Values: the ethical, social, epistemic, and political assumptions that determine whether those reasons are acceptable.
Stakeholders: the people and institutions who need explanations for different purposes.
In this framework, XAI is not a single method. It is a structured conversation about why a model produced an output, whether that reasoning is acceptable, and who has the authority to evaluate it.
For low-risk systems, a minimal explanation may be enough. If an app classifies dog breeds for entertainment, a saliency map may be sufficient. But for hiring, healthcare, credit, welfare allocation, or criminal justice, a narrow feature explanation is not enough.
High-stakes AI requires broader explanation.
Practical Takeaways
When designing or evaluating an explainable AI system, ask more than “which feature mattered most?”
Ask:
- What data shaped the model?
- What was excluded from the data?
- What target was optimized?
- Which errors are most harmful?
- Which features should not be used?
- What assumptions are hidden in the representation?
- Who receives the explanation?
- Can affected people challenge the decision?
These questions do not replace technical XAI methods. They make those methods more meaningful.
Limitations
The RVS framework is broad, and that is both its strength and its challenge. It may be too heavy for simple applications. Not every model needs a full philosophical audit.
But the paper is not arguing that every AI system requires every explanation type in every context. The point is proportionality. The more consequential the decision, the more important it becomes to examine design choices, values, and stakeholders.
Another challenge is implementation. Translating RVS into product requirements, audit checklists, regulatory standards, or human-in-the-loop evaluations requires interdisciplinary work.

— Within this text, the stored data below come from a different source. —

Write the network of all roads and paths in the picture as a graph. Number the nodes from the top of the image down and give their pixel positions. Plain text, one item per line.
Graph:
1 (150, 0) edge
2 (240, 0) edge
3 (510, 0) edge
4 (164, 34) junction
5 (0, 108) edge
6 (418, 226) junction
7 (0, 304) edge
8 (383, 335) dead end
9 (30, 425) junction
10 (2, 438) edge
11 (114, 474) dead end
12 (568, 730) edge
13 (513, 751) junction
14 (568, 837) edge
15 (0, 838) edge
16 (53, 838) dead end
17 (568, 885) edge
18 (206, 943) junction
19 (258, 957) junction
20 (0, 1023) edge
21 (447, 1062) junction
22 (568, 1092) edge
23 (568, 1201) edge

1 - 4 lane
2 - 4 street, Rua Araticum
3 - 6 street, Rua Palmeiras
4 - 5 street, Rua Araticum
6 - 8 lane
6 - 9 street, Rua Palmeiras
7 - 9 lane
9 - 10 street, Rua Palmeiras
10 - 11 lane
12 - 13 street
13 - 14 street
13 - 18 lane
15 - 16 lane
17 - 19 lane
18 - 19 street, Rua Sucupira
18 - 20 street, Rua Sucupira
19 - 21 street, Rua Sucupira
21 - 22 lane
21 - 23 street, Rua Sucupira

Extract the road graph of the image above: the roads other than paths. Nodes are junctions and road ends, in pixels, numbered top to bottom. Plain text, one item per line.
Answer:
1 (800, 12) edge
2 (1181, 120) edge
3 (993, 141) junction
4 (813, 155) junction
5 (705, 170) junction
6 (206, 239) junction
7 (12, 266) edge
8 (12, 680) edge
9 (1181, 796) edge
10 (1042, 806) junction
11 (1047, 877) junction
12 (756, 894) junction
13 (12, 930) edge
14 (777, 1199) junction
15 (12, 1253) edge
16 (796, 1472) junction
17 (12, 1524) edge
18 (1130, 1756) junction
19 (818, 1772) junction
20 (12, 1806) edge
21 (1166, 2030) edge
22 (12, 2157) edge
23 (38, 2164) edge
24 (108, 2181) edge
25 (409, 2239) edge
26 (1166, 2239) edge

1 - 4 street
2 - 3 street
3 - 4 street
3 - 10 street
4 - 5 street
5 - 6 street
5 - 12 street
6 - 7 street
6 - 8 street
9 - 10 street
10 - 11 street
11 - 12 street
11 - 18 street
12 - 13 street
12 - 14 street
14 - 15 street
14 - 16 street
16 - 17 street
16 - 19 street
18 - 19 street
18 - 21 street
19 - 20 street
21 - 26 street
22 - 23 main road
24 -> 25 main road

Engineers, domain experts, ethicists, legal experts, and affected communities all have a role.
Takeaway
Explainable AI should not be reduced to feature attribution. Feature-based explanations are useful, but they are only one part of the picture.
Kasirzadeh’s RVS framework shows that good AI explanations must connect the technical reason for a prediction with the values embedded in the system and the stakeholders who need to understand or challenge it.
For high-stakes AI, the question is not only “Why did the model say this?”
The better question is:
“What reasons, values, and stakeholder needs make this prediction understandable, acceptable, or contestable?”
References
- Kasirzadeh, A. (2021). Reasons, Values, Stakeholders: A Philosophical Framework for Explainable Artificial Intelligence. arXiv:2103.00752.